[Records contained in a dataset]
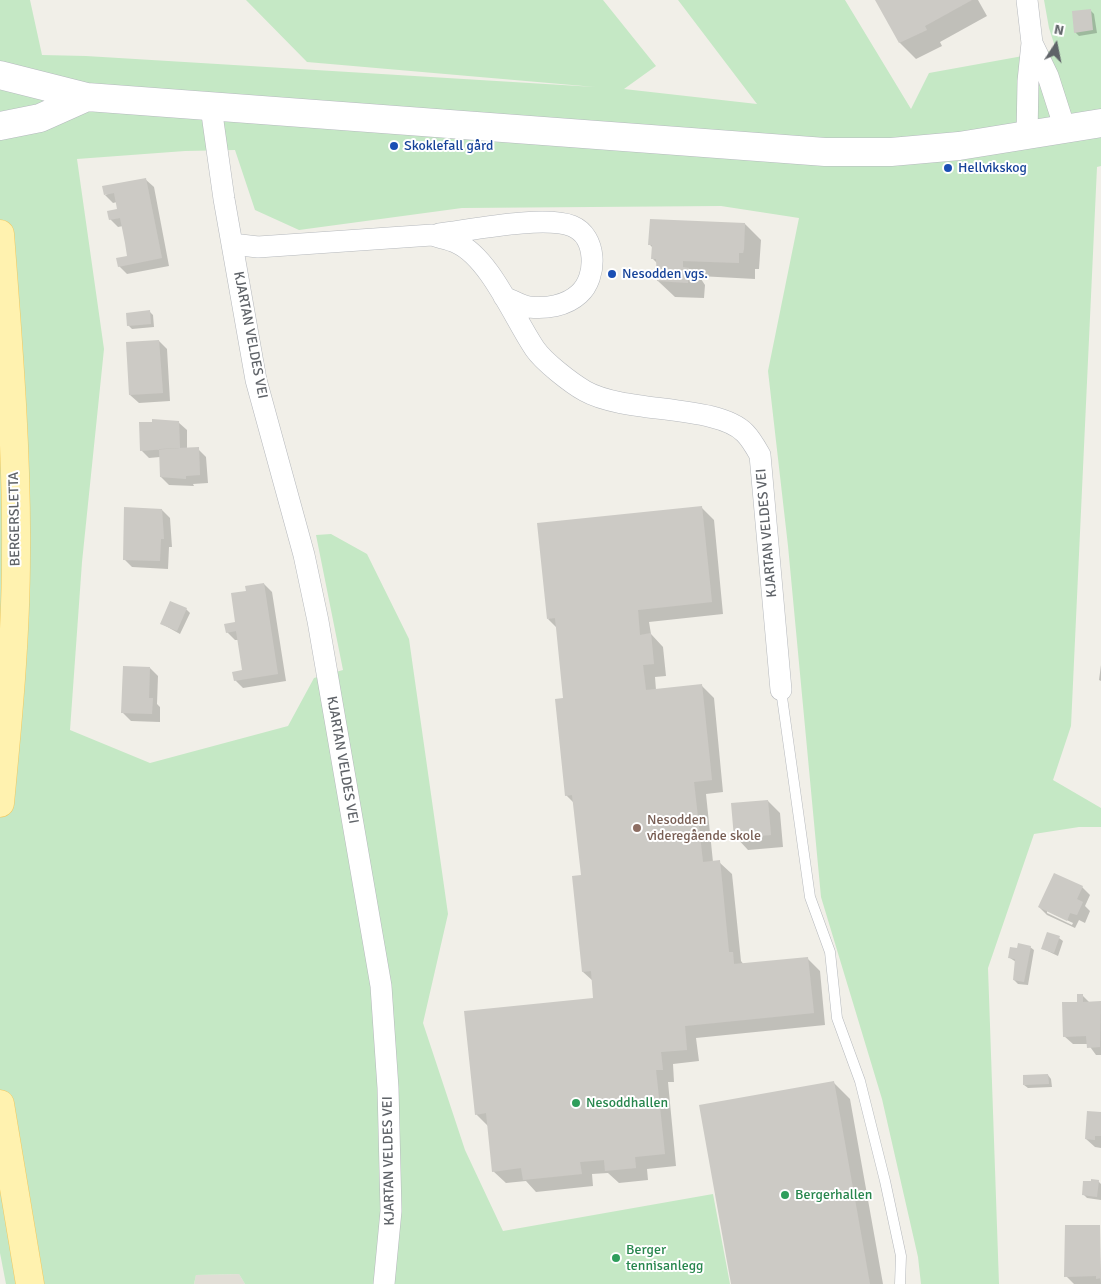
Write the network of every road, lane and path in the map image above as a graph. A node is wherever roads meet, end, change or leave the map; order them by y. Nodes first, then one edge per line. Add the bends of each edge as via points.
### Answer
1 (1026, 0) edge
2 (1032, 43) junction
3 (0, 75) edge
4 (87, 97) junction
5 (211, 107) junction
6 (1101, 123) edge
7 (0, 126) edge
8 (1065, 129) junction
9 (1028, 136) junction
10 (0, 234) edge
11 (432, 235) junction
12 (232, 244) junction
13 (504, 297) junction
14 (780, 690) joint
15 (0, 803) edge
16 (0, 1104) edge
17 (30, 1284) edge
18 (384, 1284) edge
19 (900, 1284) edge

1 - 2 street
2 - 8 street via 1048,76
2 - 9 street
3 - 4 main road
4 - 5 main road
4 - 7 main road via 40,118
5 - 9 main road via 824,152 891,152
5 - 12 street, KJARTAN VELDES VEI
6 - 8 main road
8 - 9 main road
10 - 15 main road, BERGERSLETTA via 13,432 16,553 13,653
11 - 12 street, KJARTAN VELDES VEI via 258,247
11 - 13 street, KJARTAN VELDES VEI via 458,243 479,260
11 - 13 street via 543,222 571,225 586,236 592,259 590,272 580,293 571,301 554,306 527,307
12 - 18 street, KJARTAN VELDES VEI via 256,380 304,555 318,620 381,986 391,1211
13 - 14 street, KJARTAN VELDES VEI via 536,351 583,390 602,399 703,415 732,424 745,432 760,455
14 - 19 lane via 810,897 830,952 837,1018 860,1081 885,1182 901,1256
16 - 17 main road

§ **Work task**: The records above are to be copied exactly, without their pictures.

§ **Task output**:
Write the network of every road, lane and path in the map image above as a graph. A node is wherever roads meet, end, change or leave the map; order them by y. Nodes first, then one edge per line. Add the bends of each edge as via points.
### Answer
1 (1026, 0) edge
2 (1032, 43) junction
3 (0, 75) edge
4 (87, 97) junction
5 (211, 107) junction
6 (1101, 123) edge
7 (0, 126) edge
8 (1065, 129) junction
9 (1028, 136) junction
10 (0, 234) edge
11 (432, 235) junction
12 (232, 244) junction
13 (504, 297) junction
14 (780, 690) joint
15 (0, 803) edge
16 (0, 1104) edge
17 (30, 1284) edge
18 (384, 1284) edge
19 (900, 1284) edge

1 - 2 street
2 - 8 street via 1048,76
2 - 9 street
3 - 4 main road
4 - 5 main road
4 - 7 main road via 40,118
5 - 9 main road via 824,152 891,152
5 - 12 street, KJARTAN VELDES VEI
6 - 8 main road
8 - 9 main road
10 - 15 main road, BERGERSLETTA via 13,432 16,553 13,653
11 - 12 street, KJARTAN VELDES VEI via 258,247
11 - 13 street, KJARTAN VELDES VEI via 458,243 479,260
11 - 13 street via 543,222 571,225 586,236 592,259 590,272 580,293 571,301 554,306 527,307
12 - 18 street, KJARTAN VELDES VEI via 256,380 304,555 318,620 381,986 391,1211
13 - 14 street, KJARTAN VELDES VEI via 536,351 583,390 602,399 703,415 732,424 745,432 760,455
14 - 19 lane via 810,897 830,952 837,1018 860,1081 885,1182 901,1256
16 - 17 main road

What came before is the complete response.